In England alone, public opinion had that great and overwhelming majority which forbade resistance; it had, moreover, those legitimate channels for the expression of the national will which are the true political safety-valve. In France, the contest was short and sharp, but decisive. In Belgium, protracted and painful, it has been, however, successful. Poland, shackled and mutilated by the crime of Europe, seems to have risen, and at one effort shaken off her yoke; but the tyrant is strong and active — warfare is his sport — and if Poland ultimately wins her freedom, doubtless the blessing will have been dearly bought. The voice of the nation has, however, been heard: it is one of the last echoes that falls upon the dying ear of the glorious 1830, who, like a conqueror falling on the field of battle, seems just to linger in life that he may hear the shout of victory. The year of 1830 will be noted as the year of the awakening of the people. We are of the people, feel with them, and hope for them; long and arduous efforts in the public cause entitle us to recommend to them to proceed by the means best calculated to insure their happiness; let them not listen to the declamation of inflammatory preachers, who mean nothing but their own ends; the way of happiness is a quiet one: it lies by the great high-road of public instruction; it is to be reached by patient thought, argument, and representation, and not by violence and treachery, the natural fruits of which are public loss, and individual wrong and wretchedness.

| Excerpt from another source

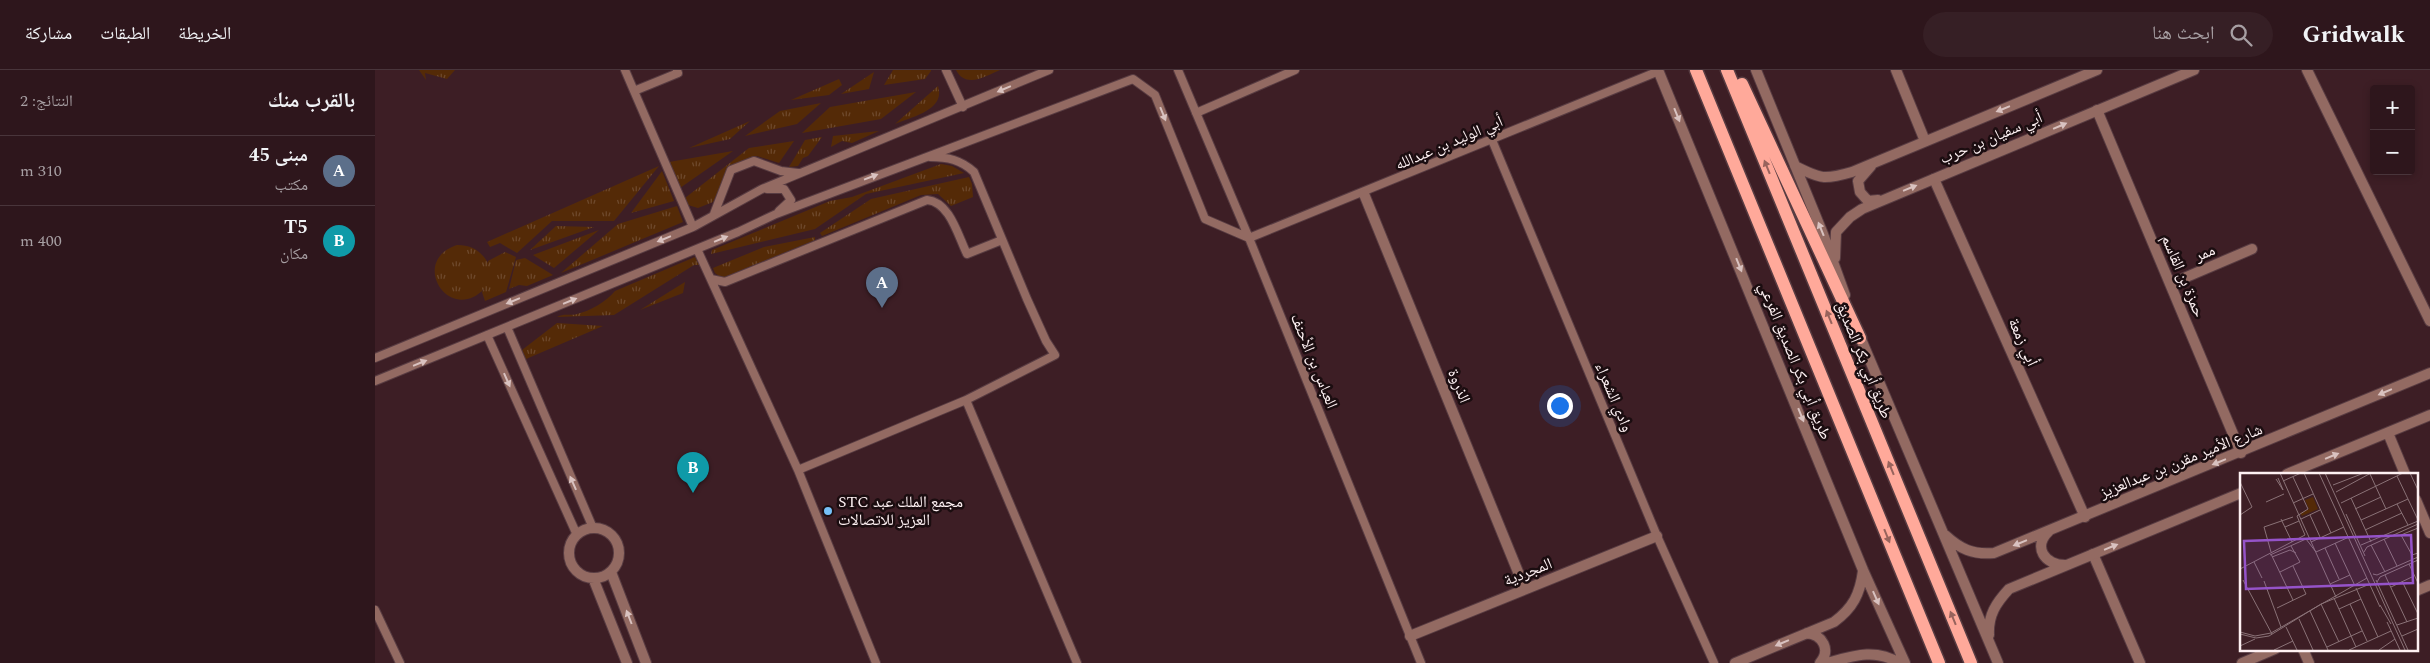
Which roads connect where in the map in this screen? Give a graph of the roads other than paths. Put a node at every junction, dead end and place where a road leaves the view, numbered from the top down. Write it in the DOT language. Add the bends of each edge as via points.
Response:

For our part (and it is with no idle vanity) we maintain that the duties of a public instructor, for such is a newspaper, are high, and that his responsibility is painfully great — his power at the present day is universally admitted to be immense. It is with long labour, and at enormous expense, that the foundation of his influence, when it is legitimately placed, is founded: varied talents, and the devotion of much skill, unassailable integrity, and high and generous views, are absolutely essential to the formation of a true public advocate and teacher in a journal.

It is at least with such sentiments that we have undertaken our engagement; they have been our support and guide under severe trials and excessive exertions; and the splendid success which has attended us is more honourable to the public, who have rejected meretricious temptation, than to us who have had chiefly the merit of perseverance in good intentions. This perseverance has, however, its merits: we do not hesitate to point out, that the SPECTATOR is an ordinary compilation, thrown together without taste, order, and almost without effort. We began with the conscientious determination of working up each department as if it were even an affair of state, and as if we were already in receipt of those high rewards with which zealous public service is always sooner or later endowed; and we have continued to act up to the resolve, till the world has recognised the value of our efforts, and treats us with the honourable distinction of old and favoured servants.

Faithfully and painfully have we waited upon events for now nearly three years: the last year was more especially a year of great exertion and agitating interest; we discharged our duty to it, and are now girded to accompany the race of events which are impatiently waiting at the goal to start with the year from which they are to take their name. If 1831 completes what 1830 began, it will not be the unworthy successor of the period which has just taken its silent departure. We are its attendants — its time-waiters; and the public, whose organs we are elected, now almost by universal suffrage, may rely upon our energetic efforts to keep pace with the spirit of the age. In our capacity as SPECTATOR, we can see every thing; in that of REPORTERS, we communicate all we can learn, in the way best fitted to the ears that hear; as CRITICS, we discern and decide in all cases where doubt may occur; as TEACHERS, we offer the tribute of our study, our education, and our knowledge; and it would be difficult to find the question which, in the course of the year, we do not at least aim at throwing light upon.